Image source: Getty Images.

A permanent shift

The pandemic is accelerating a number of transitions in the realm of e-commerce, video conferencing, and cloud computing. The same is happening with video streaming.

With theaters shuttered, Hollywood has taken new releases directly to home viewers. Paramount sold The Lovebirds to Netflix, and widely anticipated features like Jon Stewart's Irresistible and Pete Davidson's King of Staten Island both went straight to multiple on-demand platforms.

It was Trolls World Tour that struck the biggest blow for the straight-to-streaming movement, however. The Comcast-owned (CMCSA -5.82%) Universal product earned close to $100 million in on-demand sales in just three weeks at $19.99 a pop. That prompted NBCUniversal CEO Jeff Shell to tell The Wall Street Journal, "As soon as theaters reopen, we expect to release movies on both formats," meaning in theaters and on demand. The statement rankled AMC, whose CEO responded by banning Universal's movies at its theaters. The two sides have since been in negotiations. 

The chips are increasingly stacked on the side of the studios. They now aim to break the windowing protocol, whereby movies are exhibited exclusively in theaters for 75 days before being available at home.

A new survey shows that consumers also support ending the windowing practice. The chart below shows how U.S. adults expressed their preferences for watching newly released movies in a survey from Morning Consult/The Hollywood Reporter:

Response Percentage
Strongly prefer watching movies in theaters 19%
Somewhat prefer watching movies in theaters 18%
Somewhat prefer watching it at home via streaming 21%
Strongly prefer watching it at home via streaming 32%
No opinion 10%

Source: Morning Consult/The Hollywood Reporter

While a substantial percentage of respondents prefer going to a movie theater, watching at home is the clear winner here, especially as nearly a third of those polled said they strongly prefer the at-home experience.
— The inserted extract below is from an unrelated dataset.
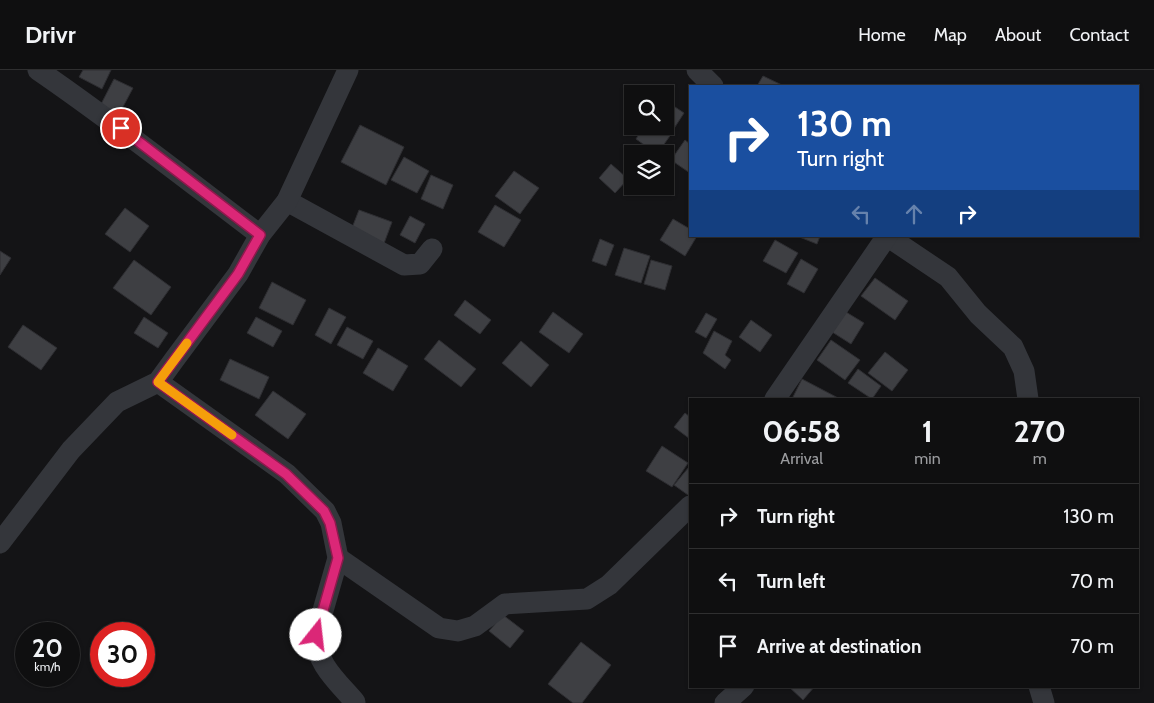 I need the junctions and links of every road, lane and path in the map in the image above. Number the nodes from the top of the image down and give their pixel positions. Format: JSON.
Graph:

In other words, consumers, like studios and streamers, want to see the windowing process come to an end. 

The infrastructure is in place

There are five major studios in Hollywood today: Disney, which owns Fox's former assets, AT&T's(T -1.37%) Warner Bros., Universal, ViacomCBS's(PARA -3.94%) Paramount, and Sony's(SONY -0.33%) Columbia. 
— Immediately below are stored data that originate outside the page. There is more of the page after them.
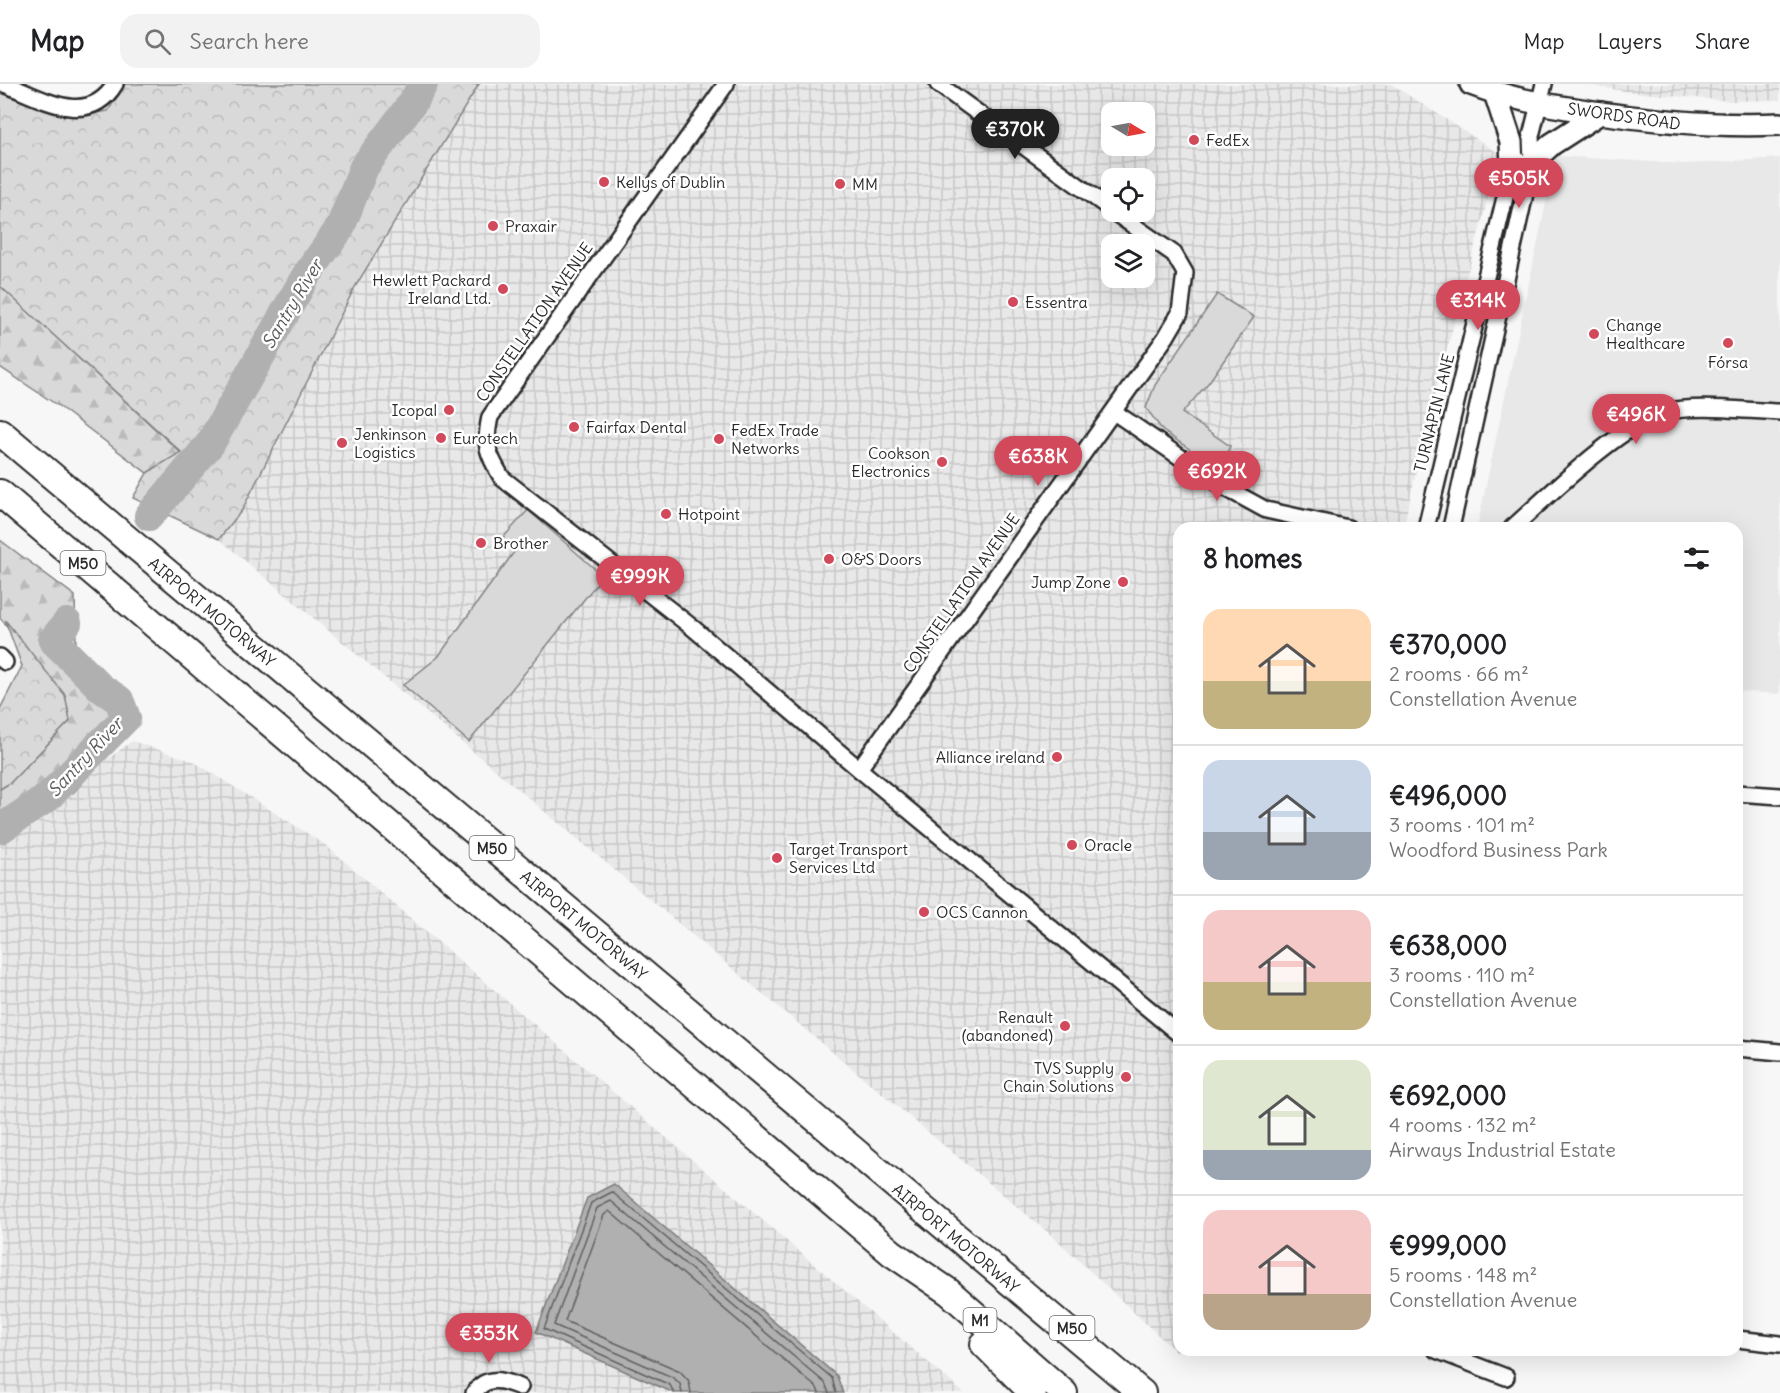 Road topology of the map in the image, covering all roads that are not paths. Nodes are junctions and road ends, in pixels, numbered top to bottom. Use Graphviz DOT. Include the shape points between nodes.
graph roads {
  1 [pos="4,84"];
  2 [pos="115,84"];
  3 [pos="726,84"];
  4 [pos="938,84"];
  5 [pos="1471,84"];
  6 [pos="1495,93"];
  7 [pos="1541,94"];
  8 [pos="1599,113"];
  9 [pos="1780,124"];
  10 [pos="1522,165"];
  11 [pos="1101,202"];
  12 [pos="1128,222"];
  13 [pos="1114,412"];
  14 [pos="1780,412"];
  15 [pos="0,432"];
  16 [pos="0,493"];
  17 [pos="1320,522"];
  18 [pos="1428,522"];
  19 [pos="1452,522"];
  20 [pos="1519,522"];
  21 [pos="859,769"];
  22 [pos="1743,793"];
  23 [pos="1780,796"];
  24 [pos="1173,1029"];
  25 [pos="1743,1049"];
  26 [pos="1780,1052"];
  27 [pos="892,1253"];
  28 [pos="983,1261"];
  29 [pos="1743,1340"];
  30 [pos="1780,1344"];
  31 [pos="1475,1357"];
  32 [pos="1506,1377"];
  33 [pos="520,1387"];
  34 [pos="474,1393"];
  35 [pos="1033,1393"];
  36 [pos="1064,1393"];
  37 [pos="1142,1393"];
  38 [pos="1162,1393"];
  1 -- 2 [label="street" via="72,110 106,98"];
  3 -- 21 [label="street, CONSTELLATION AVENUE" via="490,417 487,452 502,478 693,628"];
  4 -- 11 [label="street, CONSTELLATION AVENUE"];
  5 -- 6 [label="main road, SWORDS ROAD"];
  6 -- 7 [label="main road, SWORDS ROAD"];
  6 -- 10 [label="main road"];
  7 -- 8 [label="main road, SWORDS ROAD"];
  7 -- 10 [label="street, TURNAPIN LANE"];
  8 -- 9 [label="main road, SWORDS ROAD" via="1690,125"];
  8 -- 10 [label="main road"];
  10 -- 18 [label="street, TURNAPIN LANE"];
  10 -- 19 [label="street, TURNAPIN LANE"];
  12 -- 13 [label="street, CONSTELLATION AVENUE" via="1174,255 1185,273 1180,313"];
  13 -- 17 [label="street" via="1224,487 1266,510"];
  13 -- 21 [label="street, CONSTELLATION AVENUE"];
  14 -- 20 [label="street" via="1689,410 1665,412 1642,421"];
  15 -- 28 [label="highway, AIRPORT MOTORWAY / M50"];
  16 -- 27 [label="highway, M50"];
  21 -- 24 [label="street, CONSTELLATION AVENUE"];
  22 -- 23 [label="street"];
  25 -- 26 [label="street"];
  27 -- 35 [label="highway, M50" via="910,1278 969,1329"];
  27 -- 36 [label="highway, M1" via="949,1292"];
  28 -- 37 [label="highway, AIRPORT MOTORWAY"];
  28 -- 38 [label="highway, M50"];
  29 -- 30 [label="street"];
  31 -- 32 [label="street"];
  33 -- 34 [label="street" via="501,1379 489,1380"];
}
All of these studios have some kind of streaming assets they could use to screen new releases directly to at-home viewers. Disney owns Disney+ and a majority stake in Hulu. Warner Bros. has AT&T's HBO Max. Comcast's Universal has the soon-to-be-launched Peacock and Comcast's cable subscribers. ViacomCBS owns CBS All Access as well as Showtime Anytime, and Sony owns Crackle.
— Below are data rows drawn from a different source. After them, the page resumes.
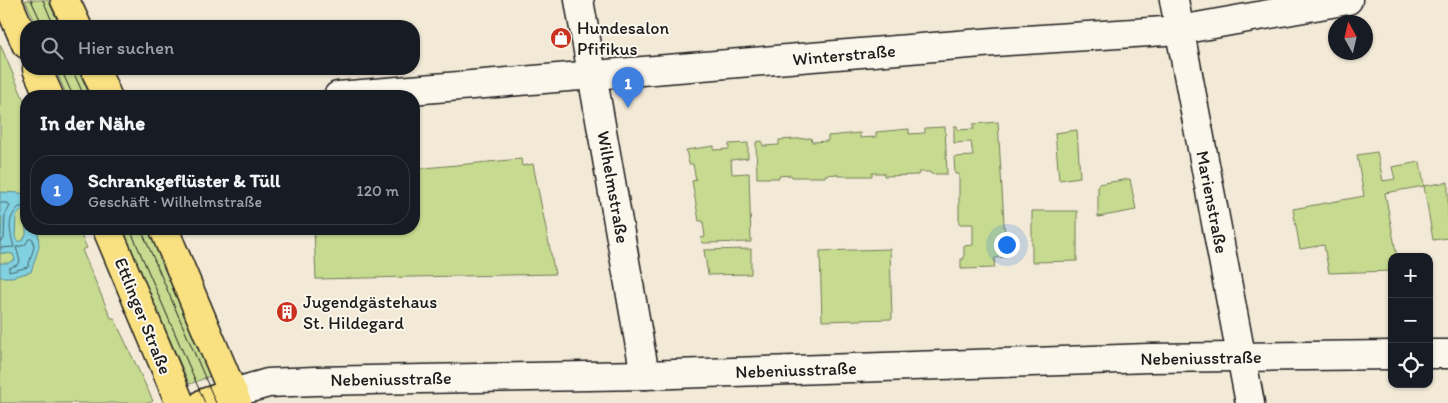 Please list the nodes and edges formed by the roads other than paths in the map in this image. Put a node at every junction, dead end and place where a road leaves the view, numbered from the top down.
1 (7, 0) edge
2 (65, 0) edge
3 (579, 0) edge
4 (1174, 0) edge
5 (1348, 0) edge
6 (73, 20) edge
7 (20, 30) edge
8 (1180, 30) junction
9 (40, 75) edge
10 (98, 75) edge
11 (594, 75) junction
12 (46, 90) edge
13 (104, 90) edge
14 (411, 90) edge
15 (110, 235) edge
16 (167, 235) edge
17 (1433, 354) edge
18 (1448, 354) edge
19 (1388, 355) edge
20 (1242, 356) junction
21 (645, 375) junction
22 (235, 398) edge
23 (180, 403) edge
24 (204, 403) edge
25 (1250, 403) edge

1 - 7 main road
2 - 6 main road
3 - 11 street, Wilhelmstraße
4 - 8 street, Marienstraße
5 - 8 street, Winterstraße
8 - 11 street, Winterstraße
8 - 20 street, Marienstraße
9 - 12 main road
10 - 13 main road
11 - 14 street, Winterstraße
11 - 21 street, Wilhelmstraße
15 - 23 main road, Ettlinger Straße
16 - 22 main road
17 - 18 street
19 - 20 street, Nebeniusstraße
20 - 21 street, Nebeniusstraße
20 - 25 street, Marienstraße
21 - 22 street, Nebeniusstraße
22 - 24 main road, Nebeniusstraße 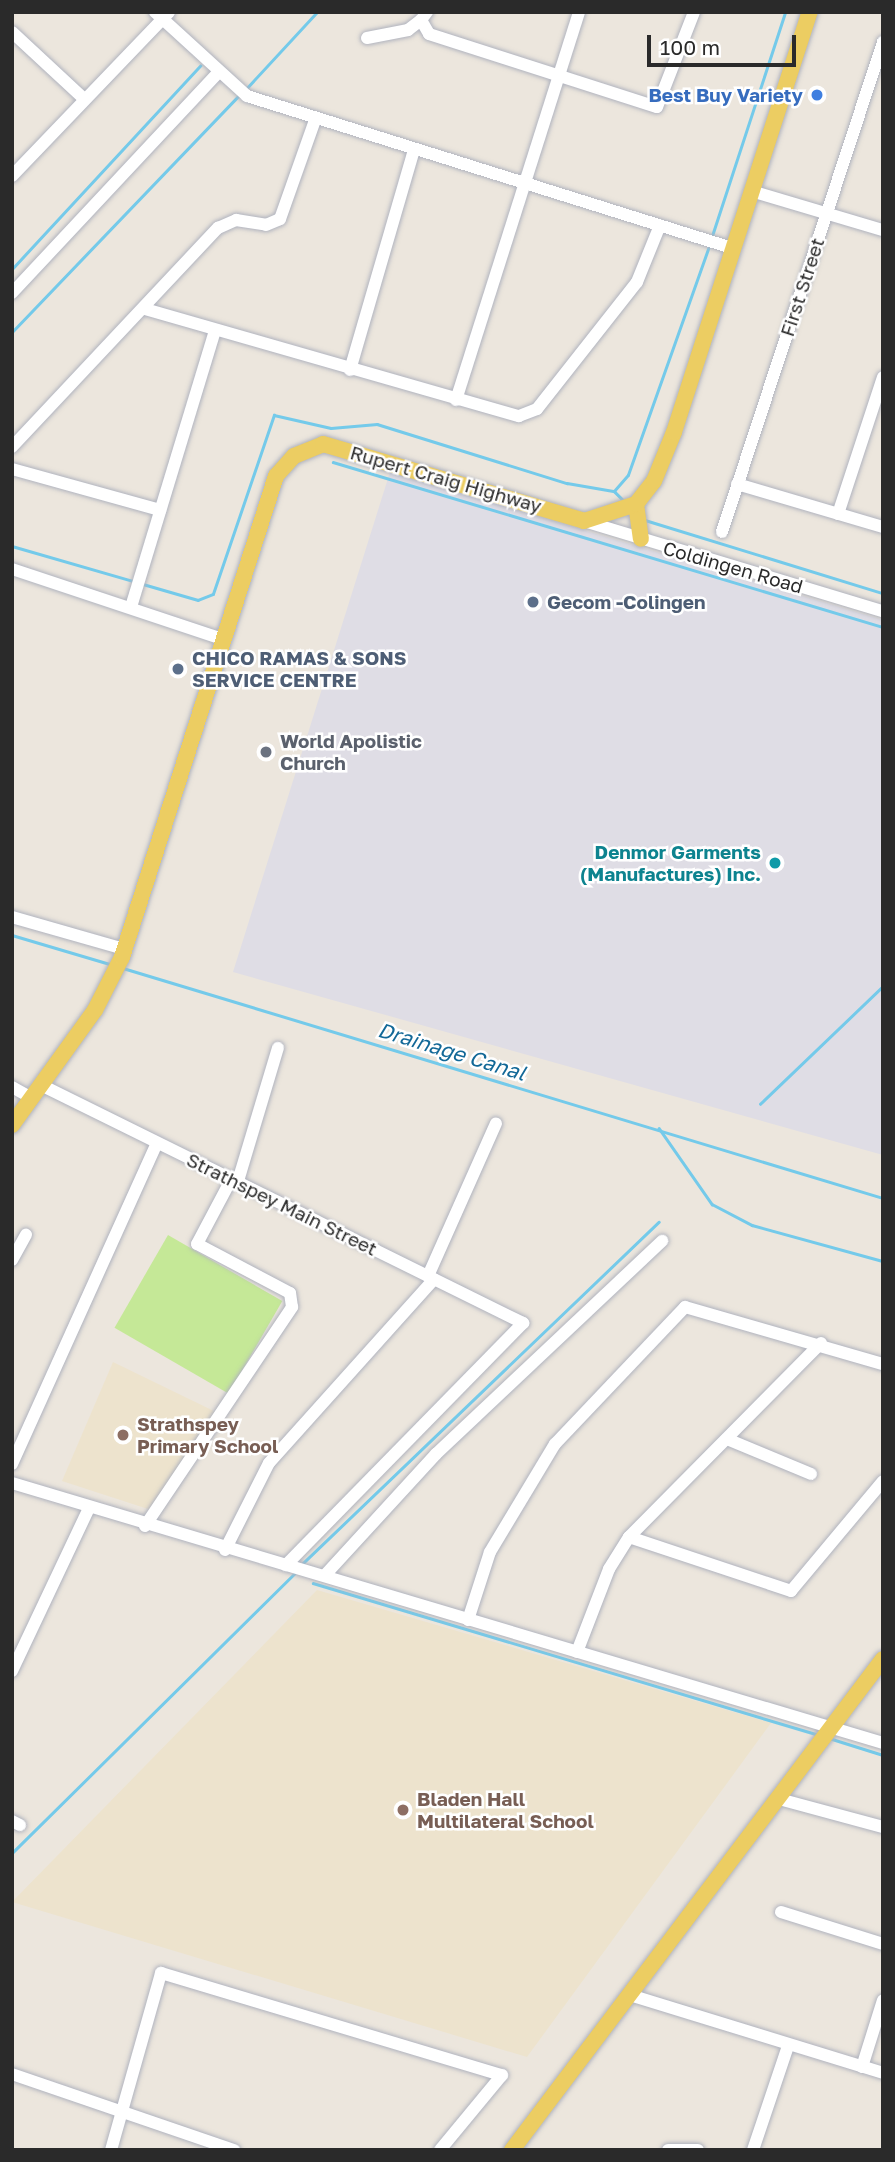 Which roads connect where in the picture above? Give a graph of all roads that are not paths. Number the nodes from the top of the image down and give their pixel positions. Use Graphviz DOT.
graph roads {
  1 [pos="579,12"];
  2 [pos="694,12"];
  3 [pos="810,12"];
  4 [pos="162,15"];
  5 [pos="424,16"];
  6 [pos="12,32"];
  7 [pos="367,38"];
  8 [pos="883,42"];
  9 [pos="218,73"];
  10 [pos="557,78"];
  11 [pos="84,99"];
  12 [pos="315,120"];
  13 [pos="414,150"];
  14 [pos="12,176"];
  15 [pos="522,183"];
  16 [pos="751,191"];
  17 [pos="827,213"];
  18 [pos="660,225"];
  19 [pos="883,230"];
  20 [pos="732,248"];
  21 [pos="12,293"];
  22 [pos="145,309"];
  23 [pos="215,331"];
  24 [pos="350,370"];
  25 [pos="883,377"];
  26 [pos="456,400"];
  27 [pos="12,447"];
  28 [pos="12,469"];
  29 [pos="737,484"];
  30 [pos="636,504"];
  31 [pos="160,510"];
  32 [pos="838,514"];
  33 [pos="584,521"];
  34 [pos="883,527"];
  35 [pos="722,532"];
  36 [pos="641,540"];
  37 [pos="12,569"];
  38 [pos="131,607"];
  39 [pos="883,611"];
  40 [pos="223,639"];
  41 [pos="12,917"];
  42 [pos="123,953"];
  43 [pos="278,1048"];
  44 [pos="12,1087"];
  45 [pos="36,1092"];
  46 [pos="496,1123"];
  47 [pos="12,1125"];
  48 [pos="157,1143"];
  49 [pos="235,1179"];
  50 [pos="26,1235"];
  51 [pos="662,1241"];
  52 [pos="12,1260"];
  53 [pos="431,1278"];
  54 [pos="821,1343"];
  55 [pos="883,1364"];
  56 [pos="727,1439"];
  57 [pos="12,1464"];
  58 [pos="811,1475"];
  59 [pos="883,1481"];
  60 [pos="12,1483"];
  61 [pos="89,1508"];
  62 [pos="145,1526"];
  63 [pos="629,1537"];
  64 [pos="225,1550"];
  65 [pos="286,1565"];
  66 [pos="326,1574"];
  67 [pos="468,1620"];
  68 [pos="577,1652"];
  69 [pos="883,1659"];
  70 [pos="12,1671"];
  71 [pos="832,1728"];
  72 [pos="883,1743"];
  73 [pos="779,1799"];
  74 [pos="883,1827"];
  75 [pos="781,1912"];
  76 [pos="883,1944"];
  77 [pos="634,1996"];
  78 [pos="883,2000"];
  79 [pos="788,2046"];
  80 [pos="862,2067"];
  81 [pos="883,2073"];
  82 [pos="12,2074"];
  83 [pos="124,2107"];
  84 [pos="111,2150"];
  85 [pos="234,2150"];
  86 [pos="440,2150"];
  87 [pos="512,2150"];
  88 [pos="668,2150"];
  89 [pos="698,2150"];
  90 [pos="753,2150"];
  1 -- 10 [label="street"];
  2 -- 10 [label="street"];
  3 -- 16 [label="main road"];
  4 -- 9 [label="street"];
  4 -- 11 [label="street"];
  5 -- 7 [label="street"];
  5 -- 10 [label="street"];
  6 -- 11 [label="street"];
  8 -- 17 [label="street, First Street"];
  9 -- 12 [label="street"];
  9 -- 21 [label="street"];
  10 -- 15 [label="street"];
  11 -- 14 [label="street"];
  12 -- 13 [label="street"];
  12 -- 22 [label="street"];
  13 -- 15 [label="street"];
  13 -- 24 [label="street"];
  15 -- 18 [label="street"];
  15 -- 26 [label="street"];
  16 -- 17 [label="street"];
  16 -- 20 [label="main road"];
  17 -- 19 [label="street"];
  17 -- 29 [label="street, First Street"];
  18 -- 20 [label="street"];
  18 -- 26 [label="street"];
  20 -- 30 [label="main road"];
  22 -- 23 [label="street"];
  22 -- 27 [label="street"];
  23 -- 24 [label="street"];
  23 -- 31 [label="street"];
  24 -- 26 [label="street"];
  25 -- 32 [label="street"];
  28 -- 31 [label="street"];
  29 -- 32 [label="street"];
  29 -- 35 [label="street, First Street"];
  30 -- 33 [label="main road"];
  30 -- 36 [label="main road"];
  31 -- 38 [label="street"];
  32 -- 34 [label="street"];
  33 -- 36 [label="street, Coldingen Road"];
  33 -- 40 [label="main road, Rupert Craig Highway"];
  36 -- 39 [label="street, Coldingen Road"];
  37 -- 38 [label="street"];
  38 -- 40 [label="street"];
  40 -- 42 [label="main road, Rupert Craig Highway"];
  41 -- 42 [label="street"];
  42 -- 45 [label="main road, Rupert Craig Highway"];
  43 -- 49 [label="street"];
  44 -- 45 [label="street, Strathspey Main Street"];
  45 -- 47 [label="main road, Rupert Craig Highway"];
  45 -- 48 [label="street, Strathspey Main Street"];
  46 -- 53 [label="street"];
  48 -- 49 [label="street, Strathspey Main Street"];
  48 -- 57 [label="street"];
  49 -- 53 [label="street, Strathspey Main Street"];
  49 -- 62 [label="street"];
  50 -- 52 [label="street"];
  51 -- 66 [label="street"];
  53 -- 64 [label="street"];
  53 -- 65 [label="street, Strathspey Main Street"];
  54 -- 55 [label="street"];
  54 -- 56 [label="street"];
  54 -- 67 [label="street"];
  56 -- 58 [label="street"];
  56 -- 63 [label="street"];
  59 -- 63 [label="street"];
  60 -- 61 [label="street"];
  61 -- 62 [label="street"];
  61 -- 70 [label="street"];
  62 -- 64 [label="street"];
  63 -- 68 [label="street"];
  64 -- 65 [label="street"];
  65 -- 66 [label="street"];
  66 -- 67 [label="street"];
  67 -- 68 [label="street"];
  68 -- 71 [label="street"];
  69 -- 71 [label="main road"];
  71 -- 72 [label="street"];
  71 -- 73 [label="main road"];
  73 -- 74 [label="street"];
  73 -- 77 [label="main road"];
  75 -- 76 [label="street"];
  77 -- 79 [label="street"];
  77 -- 87 [label="main road"];
  78 -- 80 [label="street"];
  79 -- 80 [label="street"];
  79 -- 90 [label="street"];
  80 -- 81 [label="street"];
  82 -- 83 [label="street"];
  83 -- 84 [label="street"];
  83 -- 85 [label="street"];
  83 -- 86 [label="street"];
  88 -- 89 [label="street"];
}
It wouldn't be hard for any of these studios to make new releases available on their streaming platforms either for an a la carte price or a premium subscription. Studios generally keep only 50% of box office receipts, splitting them with theaters, while they tend to recoup 80% of on-demand sales, making the straight-to-home method more appealing from a business perspective.   

If consumers, streamers, and studios prefer to release movies on a day-and-date basis -- industry jargon for simultaneously in theaters and at home -- it seems like only a matter of time until windowing dies out. Theaters will resist, but COVID-19 is putting enormous pressure on their finances. The longer the pandemic continues, the more current habits will set in, and the more time studios will have to experiment with finding an on-demand model that works best for them.

The end of windowing would be a big win for streamers as well as studios. Movie theaters and the rest of the theater ecosystem, which includes malls and advertisers like National CineMedia, could be on a downward spiral that might prove impossible to escape.